* Task directions *
The records below are to be restated word for word; their pictures are not.

*** Opening Records for the task ***

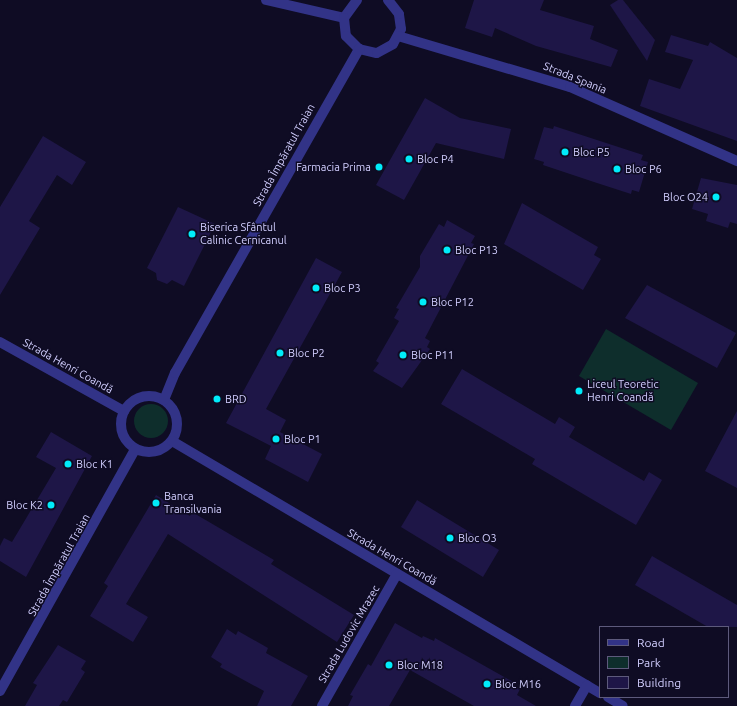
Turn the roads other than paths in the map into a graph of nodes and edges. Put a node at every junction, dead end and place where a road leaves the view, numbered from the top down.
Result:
1 (266, 0) edge
2 (357, 0) edge
3 (388, 0) edge
4 (399, 4) edge
5 (303, 5) edge
6 (344, 18) junction
7 (398, 36) junction
8 (359, 49) junction
9 (737, 161) edge
10 (0, 342) edge
11 (164, 400) junction
12 (124, 411) junction
13 (172, 442) junction
14 (135, 449) junction
15 (397, 574) junction
16 (587, 685) junction
17 (0, 691) edge
18 (599, 691) edge
19 (610, 698) edge
20 (322, 706) edge
21 (574, 706) edge
22 (623, 706) edge

1 - 5 street
2 - 6 street
3 - 4 street
4 - 7 street
5 - 6 street
6 - 8 street
7 - 8 street
7 - 9 street, Strada Spania
8 - 11 street, Strada Împăratul Traian
10 - 12 street, Strada Henri Coandă
11 - 12 street
11 - 13 street
12 - 14 street
13 - 14 street
13 - 15 street, Strada Henri Coandă
14 - 17 street, Strada Împăratul Traian
15 - 16 street, Strada Henri Coandă
15 - 20 street, Strada Ludovic Mrazec
16 - 18 street, Strada Henri Coandă
16 - 21 street
19 - 22 street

*** Closing Records for the task ***

* Response to the task *
Turn the roads other than paths in the map into a graph of nodes and edges. Put a node at every junction, dead end and place where a road leaves the view, numbered from the top down.
Result:
1 (266, 0) edge
2 (357, 0) edge
3 (388, 0) edge
4 (399, 4) edge
5 (303, 5) edge
6 (344, 18) junction
7 (398, 36) junction
8 (359, 49) junction
9 (737, 161) edge
10 (0, 342) edge
11 (164, 400) junction
12 (124, 411) junction
13 (172, 442) junction
14 (135, 449) junction
15 (397, 574) junction
16 (587, 685) junction
17 (0, 691) edge
18 (599, 691) edge
19 (610, 698) edge
20 (322, 706) edge
21 (574, 706) edge
22 (623, 706) edge

1 - 5 street
2 - 6 street
3 - 4 street
4 - 7 street
5 - 6 street
6 - 8 street
7 - 8 street
7 - 9 street, Strada Spania
8 - 11 street, Strada Împăratul Traian
10 - 12 street, Strada Henri Coandă
11 - 12 street
11 - 13 street
12 - 14 street
13 - 14 street
13 - 15 street, Strada Henri Coandă
14 - 17 street, Strada Împăratul Traian
15 - 16 street, Strada Henri Coandă
15 - 20 street, Strada Ludovic Mrazec
16 - 18 street, Strada Henri Coandă
16 - 21 street
19 - 22 street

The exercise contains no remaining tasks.